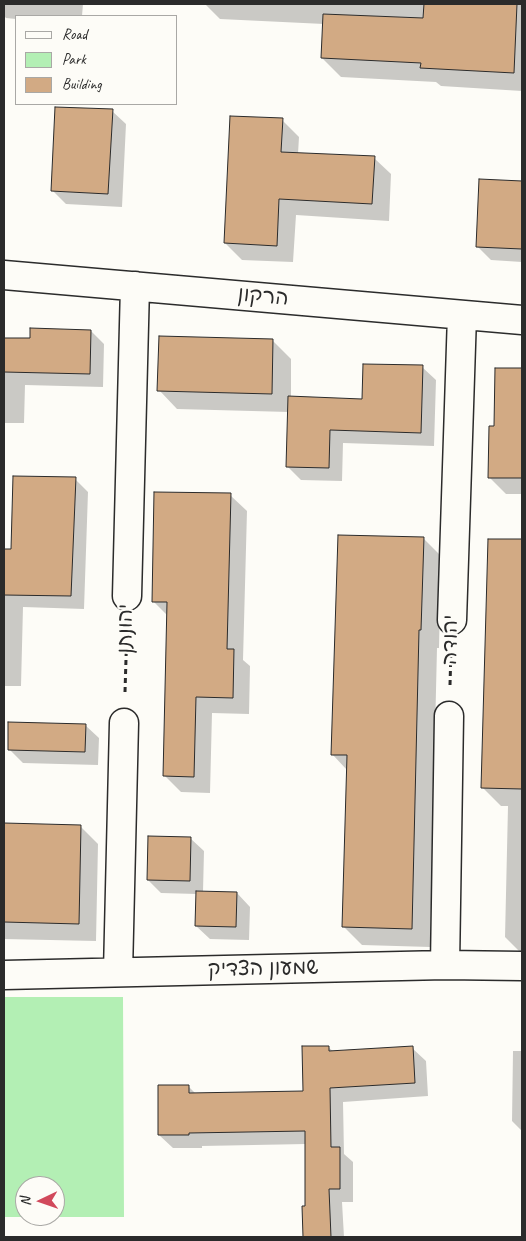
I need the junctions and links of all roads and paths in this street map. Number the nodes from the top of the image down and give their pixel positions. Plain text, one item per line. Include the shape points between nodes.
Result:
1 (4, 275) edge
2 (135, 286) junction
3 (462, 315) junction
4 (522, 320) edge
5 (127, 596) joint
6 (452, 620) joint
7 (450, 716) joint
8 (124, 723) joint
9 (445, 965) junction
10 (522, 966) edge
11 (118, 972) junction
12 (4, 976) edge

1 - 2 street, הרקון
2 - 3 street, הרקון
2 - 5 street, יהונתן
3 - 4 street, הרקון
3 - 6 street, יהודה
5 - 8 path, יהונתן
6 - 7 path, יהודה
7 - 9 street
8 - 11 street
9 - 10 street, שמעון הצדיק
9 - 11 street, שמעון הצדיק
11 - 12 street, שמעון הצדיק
•••••
_Task goal_
Pictures should be left out when the records above are restated exactly.

_Task response_
I need the junctions and links of all roads and paths in this street map. Number the nodes from the top of the image down and give their pixel positions. Plain text, one item per line. Include the shape points between nodes.
Result:
1 (4, 275) edge
2 (135, 286) junction
3 (462, 315) junction
4 (522, 320) edge
5 (127, 596) joint
6 (452, 620) joint
7 (450, 716) joint
8 (124, 723) joint
9 (445, 965) junction
10 (522, 966) edge
11 (118, 972) junction
12 (4, 976) edge

1 - 2 street, הרקון
2 - 3 street, הרקון
2 - 5 street, יהונתן
3 - 4 street, הרקון
3 - 6 street, יהודה
5 - 8 path, יהונתן
6 - 7 path, יהודה
7 - 9 street
8 - 11 street
9 - 10 street, שמעון הצדיק
9 - 11 street, שמעון הצדיק
11 - 12 street, שמעון הצדיק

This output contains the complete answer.